I was there to work. To do the task. To be effective. Clock in, clock out, $16/hr. Promotion was not on the menu. Mostly, they just wanted me swept quietly under the rug.

The connection between that summer and here isn’t skill: I’m far worse at clowning than I was at automating workflows. The connection is the feeling in the room. The details are different, but the emotional texture is uncannily similar. There, as here, I tried to make friends. There, as here, people were cordial but uninterested.

To me, clown school feels like a coworking space. Others have formed friendships; I’m batting maybe 2-for-10 on hangout invitations, with no successful follow-ups/second hangs from the two. Eventually you give up, videochat friends from home, and read a book.

It makes it harder that I’m not enjoying the classes.
Nor am I learning well.
It’s just terrifically challenging.

Maybe that’s intentional: the hardest class comes after the fundamentals.
Or maybe I’m unraveling.
I keep wondering whether the problems I had back in April/May were different ones. I was in a completely different psycho-emotional state then.

After class today, a teacher asked what I planned to do with my broken foot.

I told them I’m of two minds:

  1. Take it as a sign from the gods and get the fuck out of here, returning in January.
  2. Stay and see whether this new, legless constraint allows for new growth.

Last night a friend told me I only ever talk about myself.
Sure.
My pleasure is in the game. And it is vast. But it doesn’t seem to be in the sharing. More autistic people become computer programmers than clowns. Perhaps I’m less naturally equipped. Maybe my version of sharing the game is the multiple clowns who I helped with visa applications. Maybe it’s in the creation of a clown house so people aren’t stuck with individual roomshares. Maybe it’s cleverness or intellect. Those play poorly on this stage.

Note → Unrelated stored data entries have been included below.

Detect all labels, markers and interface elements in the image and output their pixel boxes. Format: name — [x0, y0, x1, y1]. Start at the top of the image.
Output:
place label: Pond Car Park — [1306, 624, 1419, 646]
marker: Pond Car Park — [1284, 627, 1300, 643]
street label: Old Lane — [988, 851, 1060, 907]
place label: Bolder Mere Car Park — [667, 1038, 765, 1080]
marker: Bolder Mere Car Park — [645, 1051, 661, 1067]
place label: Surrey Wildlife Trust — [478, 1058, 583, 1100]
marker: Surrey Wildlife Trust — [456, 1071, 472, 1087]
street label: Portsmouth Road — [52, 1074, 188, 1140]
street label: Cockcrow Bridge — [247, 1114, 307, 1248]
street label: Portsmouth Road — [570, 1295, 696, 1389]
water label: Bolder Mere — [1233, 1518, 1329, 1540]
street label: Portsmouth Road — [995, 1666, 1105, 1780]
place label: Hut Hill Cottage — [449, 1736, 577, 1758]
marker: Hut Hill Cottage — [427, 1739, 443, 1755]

High achievers share one trait: grit.
Do I want to grit through this?
Do I even want to be a clown?

At the beginning, my clown school goals were 80% spiritual and 20% tangible. The tangible ones were:

  • Learn the practice.
  • Learn the theory.
  • Make friends.

Right now:

  • I’m injured.
  • People keep telling me they don’t connect with me (and act like it).
  • Peers are also sharing their suffering.

One performer friend says the physical restriction might actually help my clowning. Another says being forced to “not try so hard” might help me be better at clowning and enjoy myself more.

Personally, I’m unconvinced the foot bone is connected to the trying bone. Or that either one attaches to the funny bone.

Meanwhile I spent six hours crying on Tuesday.
Cried three more times today.
And feel like I’m banging my head against a wall.
(This feels like a particularly intense few weeks, not my new permanent state.)

With my foot injury, I even lost morning movement class, which I liked more than afternoon improv.

Ugh.

Today in class I performed one of the “substances”: Chloric Acid. I struggled because I didn’t know what specific acid she meant. She said it was something used to unclog drains, so I did drano. She said my rhythm was too slow. My later googling suggests chloric acid can have a fast, popping rhythm—but it is definitely not a drain cleaner. Maybe she meant hydrochloric acid? If this is my problem at clown school, maybe I’m better suited to be a chemist. (Tomorrow, I hope they ask me to play Barium Disodium.)

When it came time for “cream,” I sat out.
Then I lied down on the floor so I could elevate my fractured foot above my heart. Which my roommate later said indicated to him I was autistic.

What’s next?

Ugh.
Time for more searching.
The searching is the practice, I guess.